ACR of the petitioner has thus been justified for recorded

reasons when a specific operation Parakram took place

and the petitioner was found wanting in the performance

of his duties. The relevant extracts of the ACR have been

reproduced below:

"EXTRACT OF PARA 17 OF ACR IN RESEPECT OF JC-

          418900N NB SUB MAJOR SINGH

          17. Initiating Officer      Overall :    96
                                      Grading       4

          Pen Picture

(Comments on qualities not specifically included in Part II above)

Naib Subedar Major Singh is an average JCO. He is professionally weak and has shown no interest in improving the same or taken any initiative to train his subordinates. He prefers to be a „passenger‟ and looks for soft jobs. His performance in Operation PARAKRAM has been below the expected performance of a JCO.

AND

EXTRACT OF PARA 18 OF ACR IN RESEPECT OF JC- 418900N NB SUB MAJOR SINGH

18. Reviewing Officer Overall : 97 Grading : 4

Pen Picture

(Comments on qualities not specifically included in Part II above and any aspect of IO report as relevant)

A professionally weak JCO who needs to improve his knowledge and handling of men and equipment of his pl substantially"

15. The Chief of Army Staff while considering the statutory

complaint of the petitioner vide the impugned order

dated 26.05.2006 specifically found that there were

reasons recorded for such performance and that there

was no mala fide intent on the part of the IO which could

be discerned. In fact, there is really an absence of

allegations of mala fide in the petition nor can a case be

made out of any past quarrel or enmity with the IO,

which would have weighed with the IO in taking a

different line from the earlier ACRs. This fact is fortified

by the RO also observing in the same line.

16. It is thus not possible for us to interfere with the ACR of

the petitioner for the period of 2002-2003, which is based

on consideration of the performance of the petitioner.

17. Learned counsel for the petitioner had referred to a

number of judgments on the requirement of adverse ACR

being communicated to the petitioner. The relevant

extracts were communicated to the petitioner but he

refused to receive the same. He is thus to blame himself

for the same and cannot seek to take advantage of that

aspect.

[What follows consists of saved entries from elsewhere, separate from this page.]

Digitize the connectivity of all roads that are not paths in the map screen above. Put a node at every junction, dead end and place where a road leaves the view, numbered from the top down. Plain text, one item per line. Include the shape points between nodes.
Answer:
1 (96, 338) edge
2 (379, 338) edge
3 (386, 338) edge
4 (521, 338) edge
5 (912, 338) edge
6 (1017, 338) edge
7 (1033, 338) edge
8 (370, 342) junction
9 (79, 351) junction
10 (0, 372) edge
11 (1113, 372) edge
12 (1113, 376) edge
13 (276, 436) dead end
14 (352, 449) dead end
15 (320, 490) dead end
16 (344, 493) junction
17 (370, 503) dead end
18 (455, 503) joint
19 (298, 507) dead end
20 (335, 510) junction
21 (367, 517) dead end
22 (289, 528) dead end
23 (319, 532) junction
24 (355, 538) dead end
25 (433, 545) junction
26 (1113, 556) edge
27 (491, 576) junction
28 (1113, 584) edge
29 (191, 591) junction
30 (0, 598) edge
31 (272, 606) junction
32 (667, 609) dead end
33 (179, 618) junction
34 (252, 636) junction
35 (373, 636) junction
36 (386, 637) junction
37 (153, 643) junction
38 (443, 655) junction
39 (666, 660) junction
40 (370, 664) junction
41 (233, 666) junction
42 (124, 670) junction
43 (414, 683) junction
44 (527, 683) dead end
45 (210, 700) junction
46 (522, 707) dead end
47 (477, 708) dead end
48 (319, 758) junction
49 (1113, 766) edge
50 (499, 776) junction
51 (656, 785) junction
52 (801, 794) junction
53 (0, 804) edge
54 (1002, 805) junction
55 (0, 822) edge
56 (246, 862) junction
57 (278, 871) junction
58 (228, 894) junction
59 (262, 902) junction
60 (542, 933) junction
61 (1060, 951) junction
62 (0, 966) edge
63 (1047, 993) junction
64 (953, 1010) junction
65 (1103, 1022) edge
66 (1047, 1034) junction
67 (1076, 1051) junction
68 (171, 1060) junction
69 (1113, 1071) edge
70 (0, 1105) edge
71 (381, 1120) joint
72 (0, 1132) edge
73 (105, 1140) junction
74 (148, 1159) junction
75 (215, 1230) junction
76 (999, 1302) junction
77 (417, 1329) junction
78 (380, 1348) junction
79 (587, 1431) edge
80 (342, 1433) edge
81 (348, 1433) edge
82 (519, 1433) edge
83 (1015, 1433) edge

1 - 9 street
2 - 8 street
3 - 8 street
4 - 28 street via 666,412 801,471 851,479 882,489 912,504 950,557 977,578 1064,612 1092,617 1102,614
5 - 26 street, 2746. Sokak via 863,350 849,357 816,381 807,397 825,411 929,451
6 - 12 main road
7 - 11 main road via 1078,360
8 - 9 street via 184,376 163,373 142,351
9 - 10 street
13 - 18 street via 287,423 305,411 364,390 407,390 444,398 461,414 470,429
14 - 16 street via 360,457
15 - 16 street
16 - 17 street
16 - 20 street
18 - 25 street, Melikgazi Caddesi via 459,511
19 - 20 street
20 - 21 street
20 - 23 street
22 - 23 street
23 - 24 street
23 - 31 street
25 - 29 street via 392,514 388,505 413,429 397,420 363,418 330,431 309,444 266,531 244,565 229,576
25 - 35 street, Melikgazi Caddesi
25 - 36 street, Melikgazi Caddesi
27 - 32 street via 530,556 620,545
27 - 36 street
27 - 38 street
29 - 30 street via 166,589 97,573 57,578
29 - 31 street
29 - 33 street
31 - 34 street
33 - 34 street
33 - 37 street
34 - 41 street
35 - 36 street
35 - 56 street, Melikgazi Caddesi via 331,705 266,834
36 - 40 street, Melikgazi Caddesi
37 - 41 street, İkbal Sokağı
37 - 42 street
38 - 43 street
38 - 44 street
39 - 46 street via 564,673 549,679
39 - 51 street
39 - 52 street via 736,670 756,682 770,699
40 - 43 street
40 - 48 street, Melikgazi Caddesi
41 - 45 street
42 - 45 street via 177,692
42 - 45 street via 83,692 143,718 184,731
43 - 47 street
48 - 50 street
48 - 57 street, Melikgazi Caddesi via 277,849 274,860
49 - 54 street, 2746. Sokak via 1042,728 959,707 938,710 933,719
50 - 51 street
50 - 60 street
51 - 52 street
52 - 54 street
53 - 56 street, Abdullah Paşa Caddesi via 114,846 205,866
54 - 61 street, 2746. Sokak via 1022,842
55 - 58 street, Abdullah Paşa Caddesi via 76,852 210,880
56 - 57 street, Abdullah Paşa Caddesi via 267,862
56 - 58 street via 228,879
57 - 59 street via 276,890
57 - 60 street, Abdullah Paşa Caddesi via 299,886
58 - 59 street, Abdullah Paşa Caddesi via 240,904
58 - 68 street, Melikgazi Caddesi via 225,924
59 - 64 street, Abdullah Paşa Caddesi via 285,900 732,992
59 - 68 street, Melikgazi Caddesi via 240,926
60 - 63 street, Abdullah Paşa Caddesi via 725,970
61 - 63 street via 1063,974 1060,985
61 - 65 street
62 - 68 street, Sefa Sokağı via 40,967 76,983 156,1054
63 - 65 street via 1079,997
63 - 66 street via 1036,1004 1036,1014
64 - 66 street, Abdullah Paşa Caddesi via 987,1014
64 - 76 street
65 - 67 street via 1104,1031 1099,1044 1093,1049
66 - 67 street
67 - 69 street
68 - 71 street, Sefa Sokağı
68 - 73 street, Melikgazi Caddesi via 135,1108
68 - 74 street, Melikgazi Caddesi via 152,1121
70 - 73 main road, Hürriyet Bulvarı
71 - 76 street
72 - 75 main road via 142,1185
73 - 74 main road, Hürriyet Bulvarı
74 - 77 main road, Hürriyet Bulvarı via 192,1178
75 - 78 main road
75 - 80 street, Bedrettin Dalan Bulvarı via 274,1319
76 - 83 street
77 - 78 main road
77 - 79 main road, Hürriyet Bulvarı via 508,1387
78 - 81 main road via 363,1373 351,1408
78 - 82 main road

The judgment in Union of India & Anr. V.Major

Bahadur Singh‟s case (supra) is also significant as

contrary legal view taken by this Court would not prevail

in view of the clear observations of the Apex Court that

what has been observed in U.P.Jal Nigam & Ors v.

Prabhat Chandra Jain‟s case (supra) applies to that

Institution i.e. UP Jal Nigam and the Army has to be

governed by its own rules and regulations. The

requirement of counseling arises where there is

deterioration in the performance of a personnel over a

period of time. The present case is one where the

performance of the petitioner appears to have dipped

during a particular Operation and the pen picture seems

to suggest that while the petitioner may be performing

well in normal circumstances, he was unable to rise to

the occasion expected of him in a particular Operation. It

is in this context that the observations have been made

about the petitioner preferring to be a passenger and

looking for soft jobs.

18. The gradings of the petitioner in the ACR for the period of

2002-2003 have obviously come in the way of the

petitioner, which are a deviation from a normal service

profile, but it is not possible to interfere with the said

grading or substitute the same when the rationale for the

same is specifically stated in the pen picture.

19. The writ petition is dismissed leaving the parties to bear

their own costs.

SANJAY KISHAN KAUL, J.

AUGUST 14, 2008                          MOOL CHAND GARG, J.